# subwoofer



## Wags (May 26, 2005)

I just purchased an '03 Z for my daughter. The one problem that it has, is that the subwoofer really rattles bad. Has anyone else had this problem, and what was done to correct it? The car is really something else. I got it used, with 10K miles on it. It's killing me that she has a quicker car than me. She had a '99 Eclipse GST before, which was quick also. She's still getting used to the different gear ratio of the 6 spd, compared the the 5 that she had on the GST. I have to supercharge the Marauder now, so she won't have bragging rights!

Thanks,

Wags


----------



## asleepz (Feb 24, 2004)

I'd say the screws weren't tight.. They usually put a thin piece of rubber gasket between the speakers.
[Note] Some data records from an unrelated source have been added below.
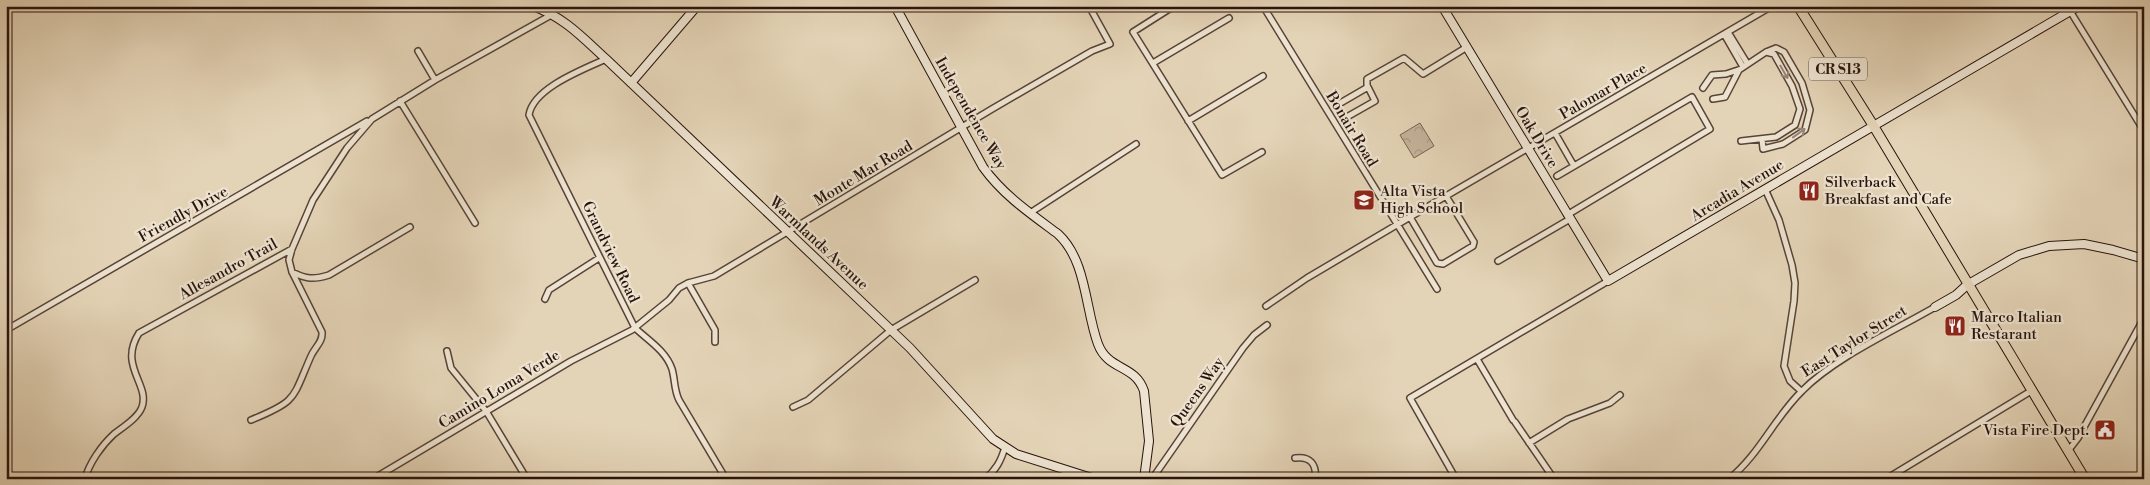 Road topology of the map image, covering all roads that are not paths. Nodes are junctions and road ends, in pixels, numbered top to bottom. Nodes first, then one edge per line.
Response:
1 (532, 6) edge
2 (698, 6) edge
3 (895, 6) edge
4 (1088, 6) edge
5 (1174, 6) edge
6 (1263, 6) edge
7 (1442, 6) edge
8 (1772, 6) edge
9 (1798, 6) edge
10 (2078, 6) edge
11 (2069, 9) edge
12 (554, 14) junction
13 (1229, 18) dead end
14 (1726, 33) junction
15 (1467, 47) junction
16 (418, 51) dead end
17 (1766, 52) junction
18 (606, 59) junction
19 (1152, 63) junction
20 (1743, 67) junction
21 (1263, 76) dead end
22 (435, 80) junction
23 (631, 83) junction
24 (1368, 87) junction
25 (1703, 88) dead end
26 (1713, 99) dead end
27 (400, 101) junction
28 (372, 119) junction
29 (1188, 121) junction
30 (1873, 125) junction
31 (962, 128) junction
32 (2144, 131) edge
33 (1555, 133) junction
34 (1762, 139) junction
35 (1741, 141) dead end
36 (1136, 144) dead end
37 (1528, 149) junction
38 (1262, 152) dead end
39 (1574, 166) junction
40 (1557, 176) dead end
41 (1764, 189) junction
42 (1446, 196) junction
43 (1030, 213) junction
44 (1410, 217) junction
45 (1569, 217) junction
46 (475, 223) dead end
47 (1398, 224) junction
48 (410, 226) dead end
49 (788, 232) junction
50 (292, 248) junction
51 (599, 258) junction
52 (2144, 259) edge
53 (1498, 261) dead end
54 (292, 272) junction
55 (975, 280) dead end
56 (1608, 281) junction
57 (688, 283) junction
58 (1967, 285) junction
59 (1437, 289) dead end
60 (545, 299) dead end
61 (1266, 306) dead end
62 (1935, 307) joint
63 (2144, 318) edge
64 (1267, 325) dead end
65 (635, 328) junction
66 (6, 330) edge
67 (891, 330) junction
68 (715, 342) dead end
69 (447, 351) dead end
70 (1477, 359) junction
71 (1801, 391) junction
72 (2031, 391) junction
73 (1620, 395) dead end
74 (793, 407) dead end
75 (486, 411) junction
76 (251, 420) dead end
77 (1529, 443) junction
78 (1005, 447) junction
79 (2068, 451) junction
80 (1295, 458) dead end
81 (378, 476) dead end
82 (1730, 478) edge
83 (85, 479) edge
84 (527, 479) edge
85 (726, 479) edge
86 (986, 479) edge
87 (1095, 479) edge
88 (1144, 479) edge
89 (1152, 479) edge
90 (1315, 479) edge
91 (1456, 479) edge
92 (1554, 479) edge
93 (1886, 479) edge
94 (2085, 479) edge

1 - 12 street, Warmlands Avenue
2 - 23 street
3 - 31 street, Independence Way
4 - 31 street, Monte Mar Road
5 - 19 street
6 - 47 street, Bonair Road
7 - 15 street, Oak Drive
8 - 14 street, Palomar Place
9 - 30 main road, CR S13
10 - 11 street, Arcadia Avenue
11 - 30 street, Arcadia Avenue
11 - 32 street
12 - 18 street, Warmlands Avenue
12 - 22 street, Allesandro Trail
13 - 19 street
14 - 20 street
14 - 33 street, Palomar Place
15 - 24 street
15 - 37 street, Oak Drive
16 - 22 street
17 - 20 street
17 -> 34 street
34 -> 17 street
18 - 23 street, Warmlands Avenue
18 - 51 street, Grandview Road
19 - 29 street
20 - 25 street
20 - 26 street
21 - 29 street
22 - 27 street, Allesandro Trail
23 - 49 street, Warmlands Avenue
24 - 24 street
27 - 28 street, Allesandro Trail
27 - 46 street
28 - 50 street, Allesandro Trail
28 - 66 street, Friendly Drive
29 - 38 street
30 - 41 street, Arcadia Avenue
30 - 58 main road, CR S13
31 - 43 street, Independence Way
31 - 49 street, Monte Mar Road
33 - 37 street, Palomar Place
33 - 39 street
34 - 35 street
36 - 43 street
37 - 42 street, Palomar Place
37 - 45 street, Oak Drive
39 - 40 street
39 - 45 street
41 - 56 street, Arcadia Avenue
41 - 71 street
42 - 44 street, Palomar Place
42 - 44 street
43 - 88 street, Independence Way
44 - 47 street, Palomar Place
45 - 53 street
45 - 56 street, Oak Drive
47 - 59 street, Bonair Road
47 - 61 street, Palomar Place
48 - 54 street
49 - 57 street, Monte Mar Road
49 - 67 street, Warmlands Avenue
50 - 54 street
50 - 83 street, Allesandro Trail
51 - 60 street
51 - 65 street, Grandview Road
52 - 58 street, East Taylor Street
54 - 76 street
55 - 67 street
56 - 70 street, Arcadia Avenue
57 - 65 street, Monte Mar Road
57 - 68 street
58 - 62 street, East Taylor Street
58 - 72 main road, CR S13
62 - 71 street, East Taylor Street
63 - 79 street
64 - 89 street, Queens Way
65 - 75 street, Camino Loma Verde
65 - 85 street, Grandview Road
67 - 74 street
67 - 78 street, Warmlands Avenue
69 - 75 street
70 - 77 street
70 - 91 street, Arcadia Avenue
71 - 82 street, East Taylor Street
72 - 79 main road, CR S13
72 - 93 street
73 - 77 street
75 - 81 street, Camino Loma Verde
75 - 84 street
77 - 92 street
78 - 86 street
78 - 87 street, Warmlands Avenue
79 - 94 main road, CR S13
80 - 90 street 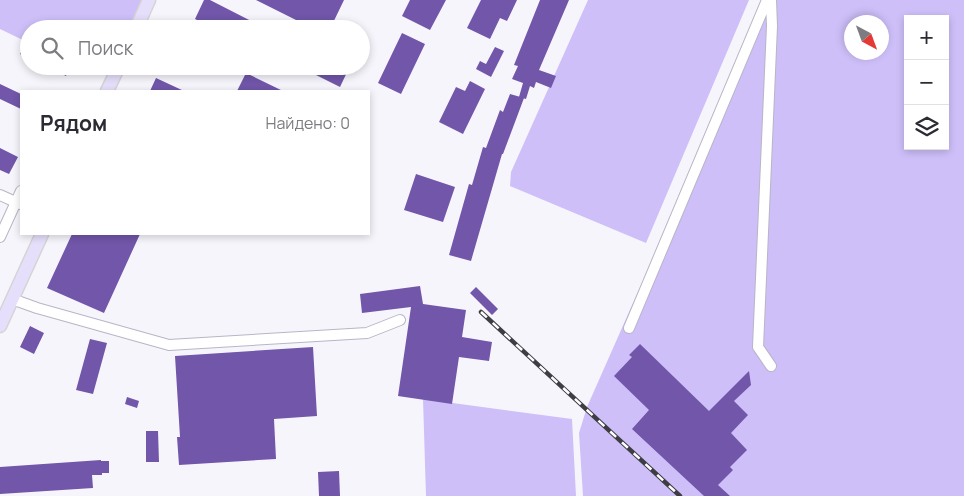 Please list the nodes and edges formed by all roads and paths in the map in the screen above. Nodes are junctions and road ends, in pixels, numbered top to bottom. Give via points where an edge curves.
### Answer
1 (149, 0) edge
2 (767, 0) edge
3 (771, 0) edge
4 (140, 20) edge
5 (115, 75) edge
6 (107, 90) edge
7 (0, 195) edge
8 (19, 204) edge
9 (42, 235) edge
10 (0, 236) edge
11 (12, 299) junction
12 (2, 318) edge
13 (400, 320) dead end
14 (629, 328) dead end
15 (771, 366) dead end

1 - 4 main road
2 - 14 street
3 - 15 street via 758,347
5 - 6 main road
7 - 8 street
8 - 10 street
9 - 11 main road
11 - 12 main road
11 - 13 street via 169,345 366,333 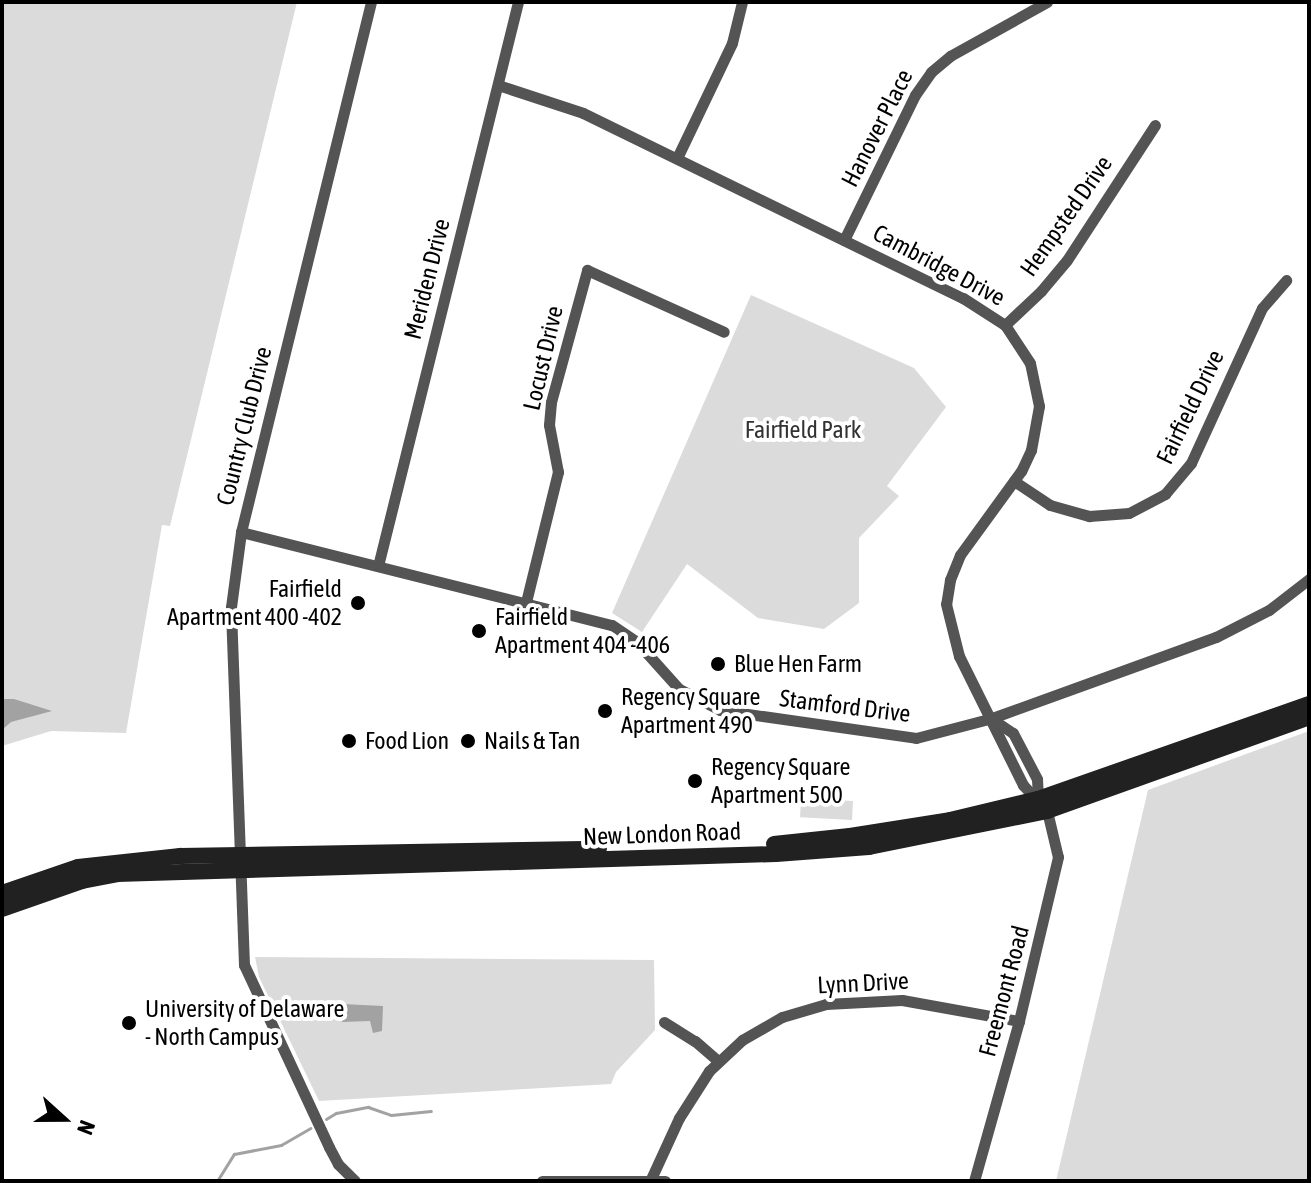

I'd try tightening the screws holding it in place.


----------



## Spongerider (Nov 18, 2002)

Wags said:


> I just purchased an '03 Z for my daughter. The one problem that it has, is that the subwoofer really rattles bad. Has anyone else had this problem, and what was done to correct it? The car is really something else. I got it used, with 10K miles on it. It's killing me that she has a quicker car than me. She had a '99 Eclipse GST before, which was quick also. She's still getting used to the different gear ratio of the 6 spd, compared the the 5 that she had on the GST. I have to supercharge the Marauder now, so she won't have bragging rights!
> 
> Thanks,
> 
> Wags


Can you post a pic of your daughter? :crazy: 

Welcome to the board!! I have not heard of that problem with the Z33 but you might want to put some sound damper in the box or check to see that the speaker and grill are not loose.


----------



## JAMESZ (Mar 12, 2004)

You can also get some sound deadening material and put it under all the interior pieces behind the seats. I have helped my friends do it before on both of their 350Zs. I can get a more detailed description of what to do tomorrow, but the stock sub shouldn't cause any rattling. Also if it is under warranty take it to the dealer.


----------